### The problem
Although the entries contain pictures, repeat only their words, exactly as written.

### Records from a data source
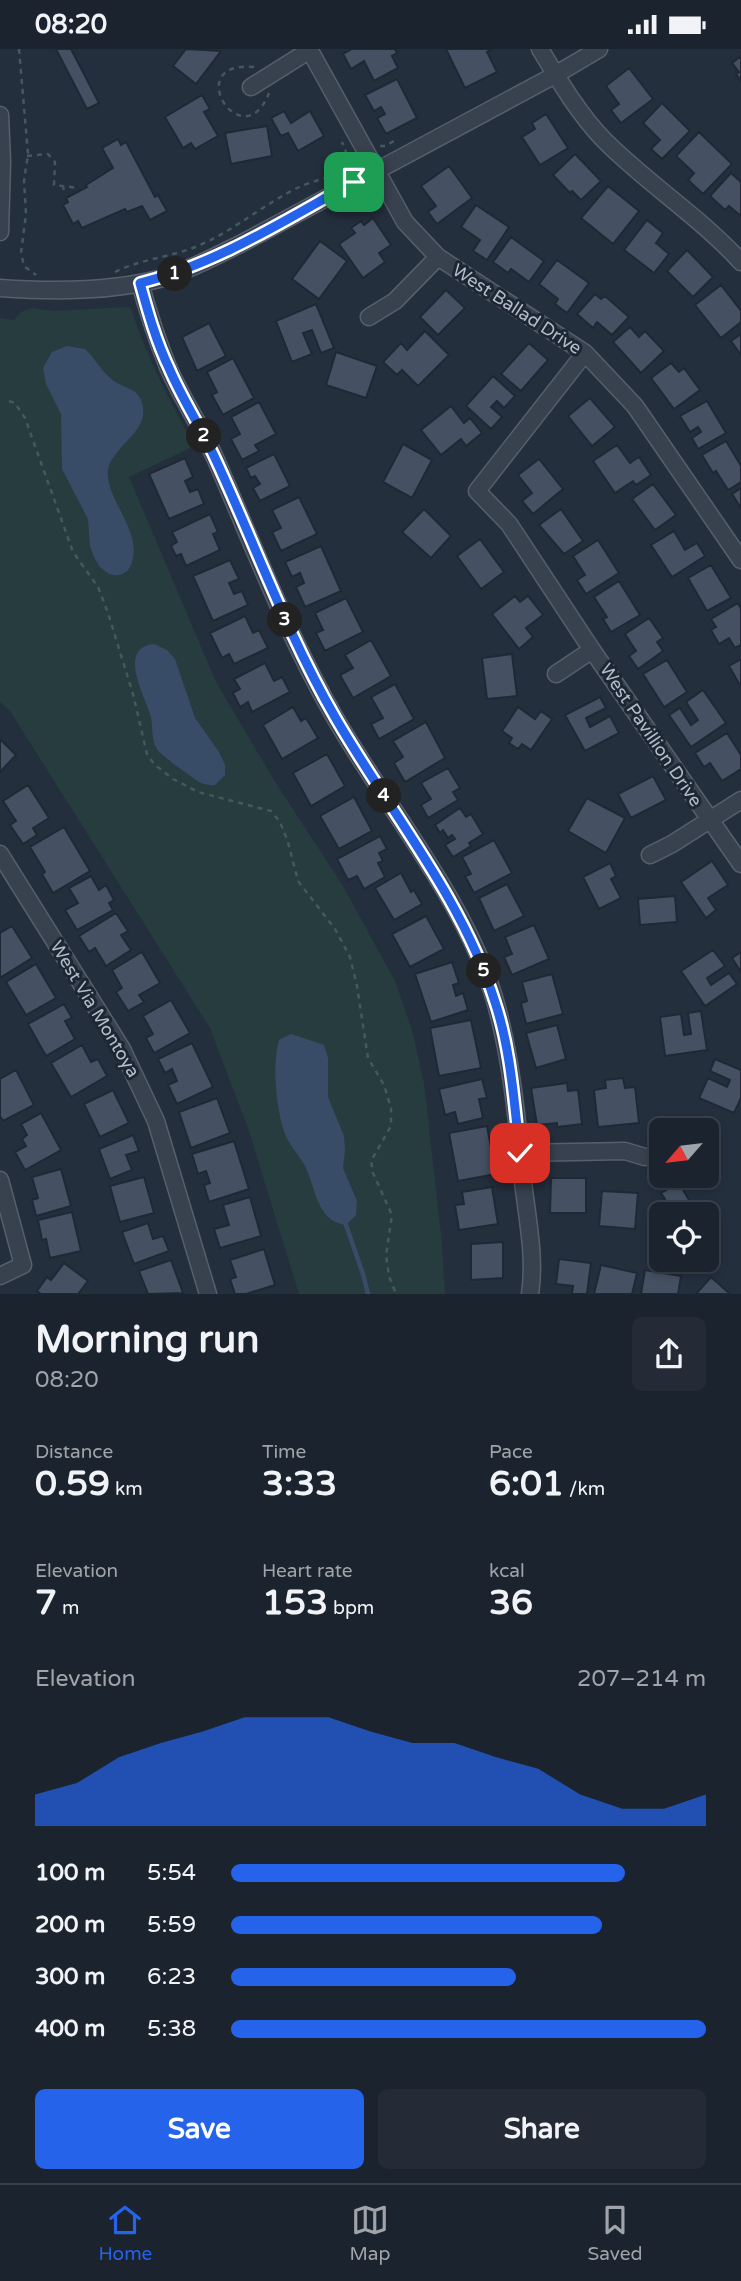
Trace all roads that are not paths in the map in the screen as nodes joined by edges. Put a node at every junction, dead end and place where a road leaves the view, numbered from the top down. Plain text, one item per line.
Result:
1 (309, 49) edge
2 (540, 49) edge
3 (599, 49) edge
4 (555, 75) junction
5 (251, 87) dead end
6 (0, 115) edge
7 (376, 170) junction
8 (0, 232) edge
9 (438, 257) junction
10 (741, 262) edge
11 (140, 283) junction
12 (0, 288) edge
13 (369, 317) dead end
14 (585, 353) junction
15 (741, 560) edge
16 (592, 650) junction
17 (556, 674) dead end
18 (741, 800) edge
19 (710, 821) junction
20 (0, 854) edge
21 (650, 855) dead end
22 (741, 864) edge
23 (520, 1153) junction
24 (645, 1157) dead end
25 (0, 1180) edge
26 (0, 1276) edge
27 (208, 1294) edge
28 (530, 1294) edge

1 - 5 street
1 - 7 street, West Ballad Drive
2 - 4 street
3 - 4 street
4 - 7 street
4 - 10 street
6 - 8 street
7 - 9 street, West Ballad Drive
7 - 11 street
9 - 13 street
9 - 14 street, West Ballad Drive
11 - 12 street
11 - 23 street
14 - 15 street, West Ballad Drive
14 - 16 street, West Pavillion Drive
16 - 17 street, West Pavillion Drive
16 - 19 street, West Pavillion Drive
18 - 19 street
19 - 21 street, West Pavillion Drive
19 - 22 street, West Pavillion Drive
20 - 27 street, West Via Montoya
23 - 24 street
23 - 28 street
25 - 26 street

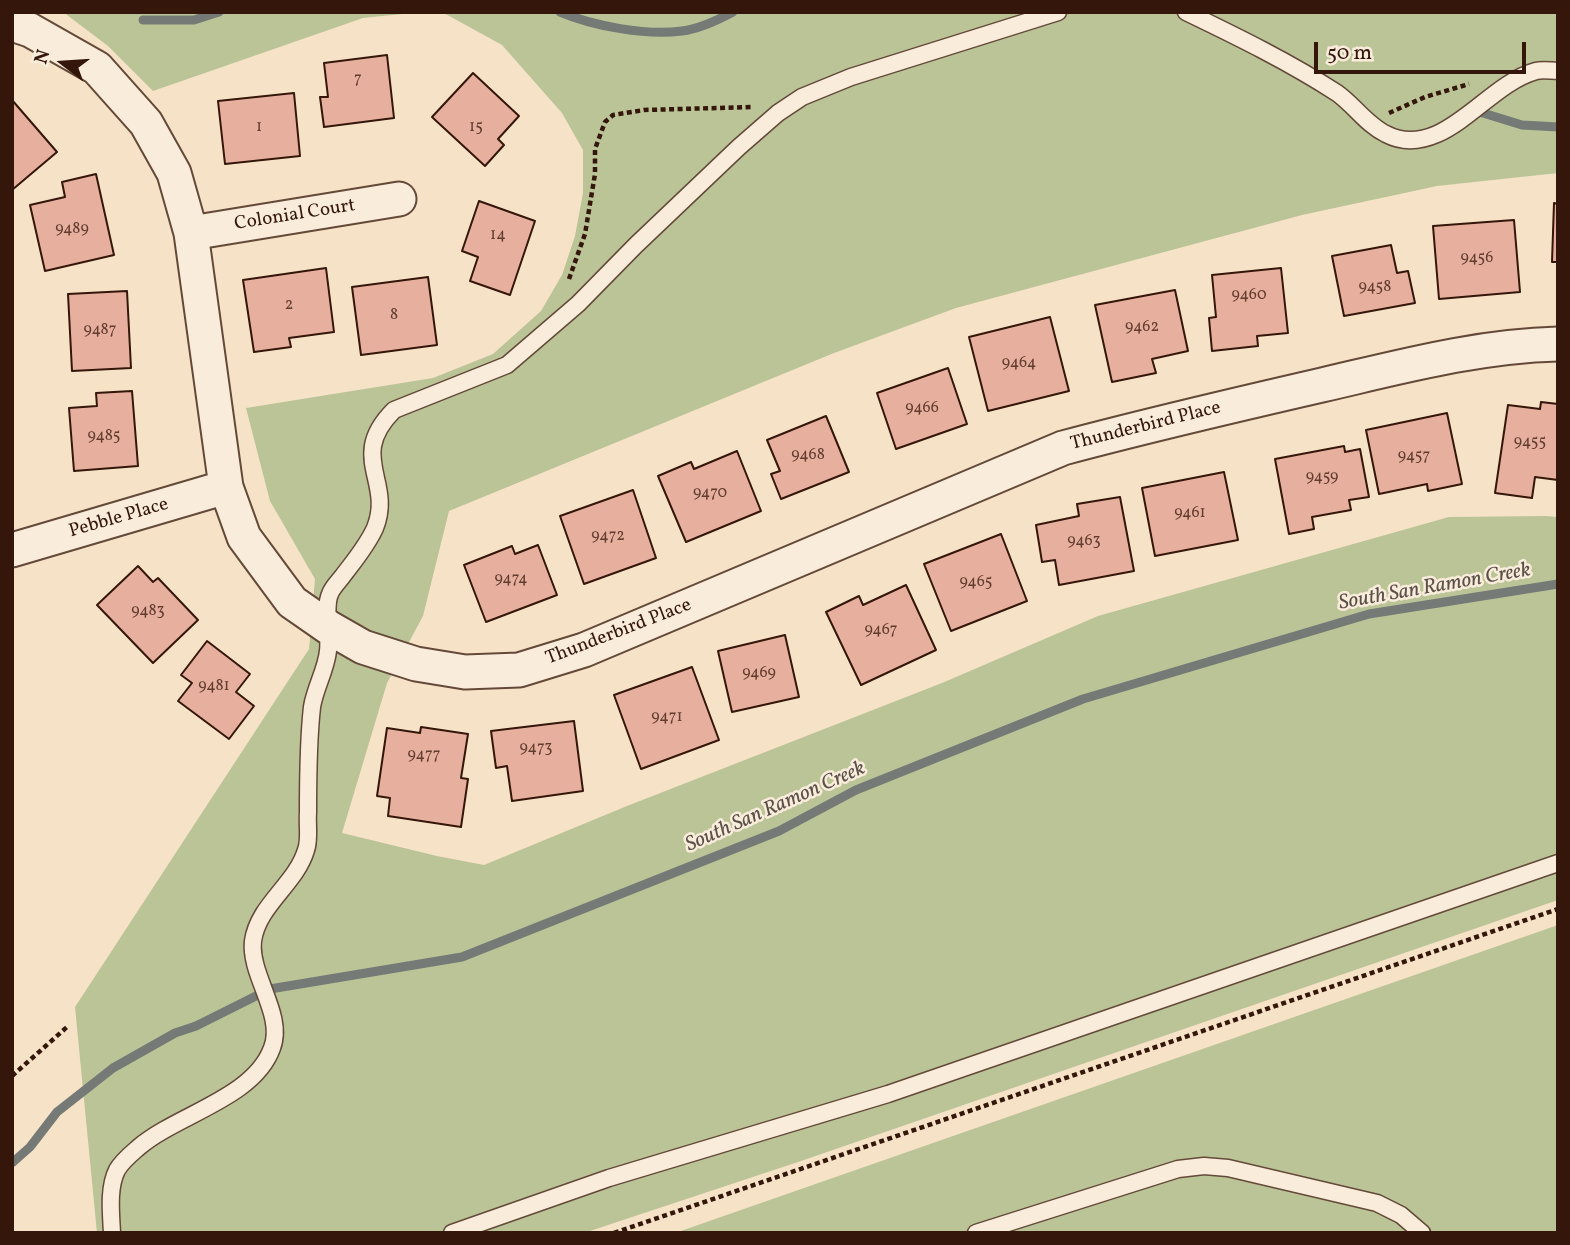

### Task output
Trace all roads that are not paths in the map in the screen as nodes joined by edges. Put a node at every junction, dead end and place where a road leaves the view, numbered from the top down. Plain text, one item per line.
Result:
1 (309, 49) edge
2 (540, 49) edge
3 (599, 49) edge
4 (555, 75) junction
5 (251, 87) dead end
6 (0, 115) edge
7 (376, 170) junction
8 (0, 232) edge
9 (438, 257) junction
10 (741, 262) edge
11 (140, 283) junction
12 (0, 288) edge
13 (369, 317) dead end
14 (585, 353) junction
15 (741, 560) edge
16 (592, 650) junction
17 (556, 674) dead end
18 (741, 800) edge
19 (710, 821) junction
20 (0, 854) edge
21 (650, 855) dead end
22 (741, 864) edge
23 (520, 1153) junction
24 (645, 1157) dead end
25 (0, 1180) edge
26 (0, 1276) edge
27 (208, 1294) edge
28 (530, 1294) edge

1 - 5 street
1 - 7 street, West Ballad Drive
2 - 4 street
3 - 4 street
4 - 7 street
4 - 10 street
6 - 8 street
7 - 9 street, West Ballad Drive
7 - 11 street
9 - 13 street
9 - 14 street, West Ballad Drive
11 - 12 street
11 - 23 street
14 - 15 street, West Ballad Drive
14 - 16 street, West Pavillion Drive
16 - 17 street, West Pavillion Drive
16 - 19 street, West Pavillion Drive
18 - 19 street
19 - 21 street, West Pavillion Drive
19 - 22 street, West Pavillion Drive
20 - 27 street, West Via Montoya
23 - 24 street
23 - 28 street
25 - 26 street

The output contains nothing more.